╭─ Supplied material
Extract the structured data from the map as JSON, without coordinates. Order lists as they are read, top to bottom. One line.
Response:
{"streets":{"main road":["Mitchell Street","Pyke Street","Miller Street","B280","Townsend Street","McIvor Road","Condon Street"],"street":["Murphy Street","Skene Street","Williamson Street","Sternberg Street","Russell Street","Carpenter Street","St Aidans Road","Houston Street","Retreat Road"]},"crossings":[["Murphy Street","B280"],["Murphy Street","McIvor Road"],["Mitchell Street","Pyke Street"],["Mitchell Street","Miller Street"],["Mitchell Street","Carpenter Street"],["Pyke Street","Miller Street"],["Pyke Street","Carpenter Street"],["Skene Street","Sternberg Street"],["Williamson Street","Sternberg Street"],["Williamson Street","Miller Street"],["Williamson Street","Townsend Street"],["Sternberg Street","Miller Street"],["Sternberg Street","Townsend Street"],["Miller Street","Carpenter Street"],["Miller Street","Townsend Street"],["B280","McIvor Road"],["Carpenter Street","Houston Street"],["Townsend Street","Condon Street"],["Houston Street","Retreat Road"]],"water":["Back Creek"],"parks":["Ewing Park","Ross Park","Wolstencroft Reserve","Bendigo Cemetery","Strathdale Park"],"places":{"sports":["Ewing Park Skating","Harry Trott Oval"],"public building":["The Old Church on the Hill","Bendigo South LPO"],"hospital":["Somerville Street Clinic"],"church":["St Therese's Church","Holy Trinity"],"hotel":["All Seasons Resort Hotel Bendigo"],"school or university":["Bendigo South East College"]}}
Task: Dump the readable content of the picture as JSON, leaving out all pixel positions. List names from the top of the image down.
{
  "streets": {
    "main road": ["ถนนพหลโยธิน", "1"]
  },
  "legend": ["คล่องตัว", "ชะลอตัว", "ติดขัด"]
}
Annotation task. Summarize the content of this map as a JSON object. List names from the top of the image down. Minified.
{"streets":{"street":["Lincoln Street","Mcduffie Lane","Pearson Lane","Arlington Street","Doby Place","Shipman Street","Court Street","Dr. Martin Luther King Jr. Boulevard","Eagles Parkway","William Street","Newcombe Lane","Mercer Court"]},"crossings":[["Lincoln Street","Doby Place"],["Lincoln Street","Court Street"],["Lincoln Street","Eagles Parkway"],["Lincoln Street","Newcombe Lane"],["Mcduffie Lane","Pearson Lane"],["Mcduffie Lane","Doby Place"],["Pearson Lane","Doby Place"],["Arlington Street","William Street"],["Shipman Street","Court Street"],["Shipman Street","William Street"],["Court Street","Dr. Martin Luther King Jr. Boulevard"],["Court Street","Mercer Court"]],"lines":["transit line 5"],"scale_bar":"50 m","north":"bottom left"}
╰─
Nothing may be dropped or altered; repeat every record in full.

= Response to this task =
Extract the structured data from the map as JSON, without coordinates. Order lists as they are read, top to bottom. One line.
Response:
{"streets":{"main road":["Mitchell Street","Pyke Street","Miller Street","B280","Townsend Street","McIvor Road","Condon Street"],"street":["Murphy Street","Skene Street","Williamson Street","Sternberg Street","Russell Street","Carpenter Street","St Aidans Road","Houston Street","Retreat Road"]},"crossings":[["Murphy Street","B280"],["Murphy Street","McIvor Road"],["Mitchell Street","Pyke Street"],["Mitchell Street","Miller Street"],["Mitchell Street","Carpenter Street"],["Pyke Street","Miller Street"],["Pyke Street","Carpenter Street"],["Skene Street","Sternberg Street"],["Williamson Street","Sternberg Street"],["Williamson Street","Miller Street"],["Williamson Street","Townsend Street"],["Sternberg Street","Miller Street"],["Sternberg Street","Townsend Street"],["Miller Street","Carpenter Street"],["Miller Street","Townsend Street"],["B280","McIvor Road"],["Carpenter Street","Houston Street"],["Townsend Street","Condon Street"],["Houston Street","Retreat Road"]],"water":["Back Creek"],"parks":["Ewing Park","Ross Park","Wolstencroft Reserve","Bendigo Cemetery","Strathdale Park"],"places":{"sports":["Ewing Park Skating","Harry Trott Oval"],"public building":["The Old Church on the Hill","Bendigo South LPO"],"hospital":["Somerville Street Clinic"],"church":["St Therese's Church","Holy Trinity"],"hotel":["All Seasons Resort Hotel Bendigo"],"school or university":["Bendigo South East College"]}}
Task: Dump the readable content of the picture as JSON, leaving out all pixel positions. List names from the top of the image down.
{
  "streets": {
    "main road": ["ถนนพหลโยธิน", "1"]
  },
  "legend": ["คล่องตัว", "ชะลอตัว", "ติดขัด"]
}
Annotation task. Summarize the content of this map as a JSON object. List names from the top of the image down. Minified.
{"streets":{"street":["Lincoln Street","Mcduffie Lane","Pearson Lane","Arlington Street","Doby Place","Shipman Street","Court Street","Dr. Martin Luther King Jr. Boulevard","Eagles Parkway","William Street","Newcombe Lane","Mercer Court"]},"crossings":[["Lincoln Street","Doby Place"],["Lincoln Street","Court Street"],["Lincoln Street","Eagles Parkway"],["Lincoln Street","Newcombe Lane"],["Mcduffie Lane","Pearson Lane"],["Mcduffie Lane","Doby Place"],["Pearson Lane","Doby Place"],["Arlington Street","William Street"],["Shipman Street","Court Street"],["Shipman Street","William Street"],["Court Street","Dr. Martin Luther King Jr. Boulevard"],["Court Street","Mercer Court"]],"lines":["transit line 5"],"scale_bar":"50 m","north":"bottom left"}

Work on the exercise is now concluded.